In a report published by Reuters today, former staffers at failed bitcoin exchange Mt.Gox claim that client funds were used to cover internal costs. In a series of exclusive interviews with reporters, the former staffers claimed that they had voiced concerns to CEO Mark Karpeles in early 2012, but that no changes were made.
By early 2012, a small group of Mt. Gox employees, all of whom worked on one-year contracts, began to worry that customer funds had been diverted to cover operating costs that they estimated to be rising.
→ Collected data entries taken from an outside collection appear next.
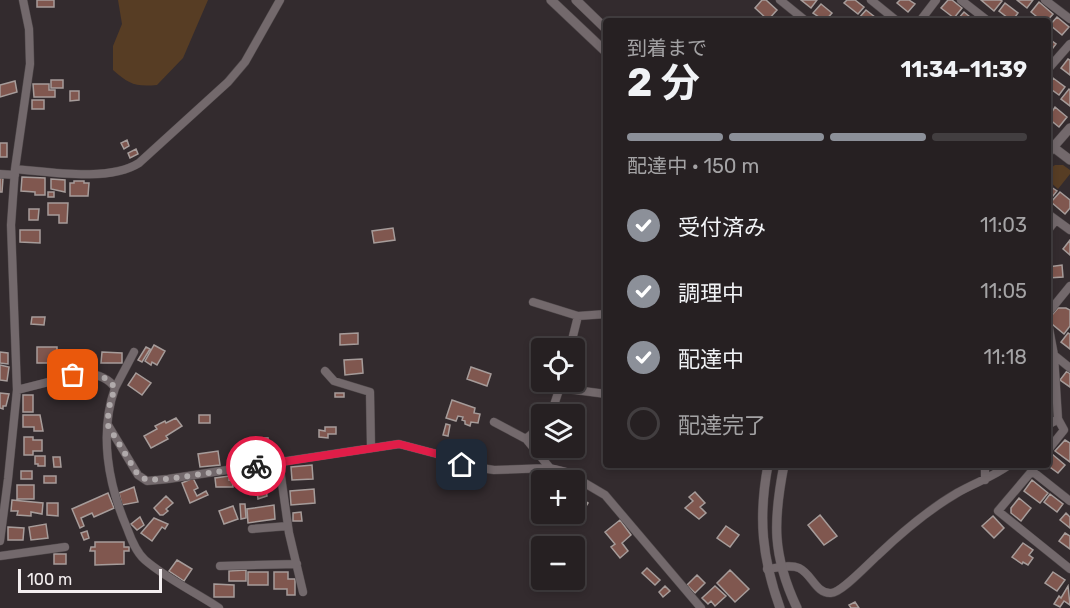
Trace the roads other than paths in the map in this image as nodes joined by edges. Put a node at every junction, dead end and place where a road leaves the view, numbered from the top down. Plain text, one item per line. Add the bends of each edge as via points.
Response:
1 (22, 0) edge
2 (280, 0) edge
3 (551, 0) edge
4 (576, 0) edge
5 (780, 0) edge
6 (871, 0) edge
7 (936, 0) edge
8 (961, 0) edge
9 (1046, 0) edge
10 (802, 18) edge
11 (893, 18) edge
12 (922, 18) edge
13 (984, 18) edge
14 (1070, 19) edge
15 (603, 26) edge
16 (1070, 44) edge
17 (603, 49) edge
18 (1051, 66) edge
19 (1070, 128) edge
20 (1051, 147) edge
21 (1051, 149) edge
22 (1070, 160) edge
23 (15, 172) junction
24 (0, 174) edge
25 (1051, 216) edge
26 (1056, 220) junction
27 (1051, 226) edge
28 (1070, 231) edge
29 (1070, 286) edge
30 (1066, 298) edge
31 (533, 302) dead end
32 (1051, 310) edge
33 (603, 314) edge
34 (578, 316) junction
35 (572, 338) edge
36 (1051, 339) edge
37 (134, 352) dead end
38 (1054, 355) junction
39 (1070, 368) edge
40 (325, 371) dead end
41 (115, 388) junction
42 (17, 390) junction
43 (585, 390) edge
44 (603, 393) edge
45 (1058, 419) junction
46 (494, 422) dead end
47 (1051, 423) edge
48 (107, 424) junction
49 (1067, 432) edge
50 (531, 434) edge
51 (526, 439) junction
52 (372, 447) junction
53 (1051, 447) edge
54 (279, 462) junction
55 (550, 468) junction
56 (768, 468) edge
57 (783, 468) edge
58 (985, 468) edge
59 (1004, 468) edge
60 (1035, 468) edge
61 (985, 480) junction
62 (1070, 501) edge
63 (288, 526) junction
64 (252, 529) dead end
65 (0, 541) edge
66 (65, 548) dead end
67 (0, 556) edge
68 (297, 564) junction
69 (220, 566) dead end
70 (781, 567) junction
71 (767, 569) junction
72 (1070, 569) edge
73 (303, 592) dead end
74 (219, 608) edge
75 (701, 608) edge
76 (780, 608) edge
77 (796, 608) edge

1 - 23 street via 29,29 30,64
2 - 23 street via 228,82 139,163 106,174
3 - 17 street
4 - 15 street
5 - 10 street
6 - 11 street
7 - 12 street
8 - 13 street
9 - 14 street
16 - 18 street
19 - 20 street
21 - 22 street
23 - 24 street
23 - 42 street via 11,225
25 - 26 street
26 - 27 street
26 - 28 street
29 - 30 street
30 - 32 street
31 - 34 street
33 - 34 street
34 - 35 street
36 - 38 street
37 - 41 street
38 - 39 street
38 - 45 street
40 - 52 street via 334,381 370,392
41 - 42 street via 103,377 84,373
41 - 48 street
42 - 65 street
43 - 44 street
45 - 47 street
45 - 49 street
46 - 51 street
48 - 54 street via 138,475 147,480
48 - 74 street via 111,486 133,543 144,559
49 - 53 street
50 - 51 street
51 - 55 street
52 - 54 street
52 - 55 street via 410,446 462,465 494,470
54 - 63 street
55 - 75 street via 566,471 606,495
56 - 71 street via 762,522
57 - 70 street via 776,528
58 - 61 street
59 - 61 street
60 - 62 street
60 - 72 street via 998,511
61 - 70 street via 955,494 835,592 821,591 799,568
63 - 64 street
63 - 68 street
66 - 67 street
68 - 69 street
68 - 73 street
70 - 71 street
70 - 77 street
71 - 76 street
Those costs included rent in a Tokyo high-rise that also housed offices for Hulu and Google, high-tech gadgets such as a robot and a 3-D printer and a souped-up, racing version of the Honda Civic imported from Britain for Karpeles, people who have reviewed expenses said.
The employees claimed that they did not have access to any financial records, but noticed that Mt.Gox seemed to be spending far more money than it was bringing in from fees and services. They also raised concerns that company expenses were paid from the same bank accounts as customer deposits. In one meeting, Karpeles was confronted with these claims, but denied that there were any problems.
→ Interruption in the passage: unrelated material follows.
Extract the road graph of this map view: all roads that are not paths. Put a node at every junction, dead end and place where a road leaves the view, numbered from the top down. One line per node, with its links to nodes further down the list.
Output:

Karpeles told the group that customer money was not being used to fund the business, but declined to provide details on how the business had covered any loss. The meeting broke off after about an hour, those who participated said.
The Reuters report notes that even if the accusations are revealed to be true, this doesn’t mean that Mt.Gox or Karpeles broke any Japanese laws in using customer funds. Mt.Gox was registered as a private firm rather than as a financial institution, and had no legal obligation to report how it managed its finances.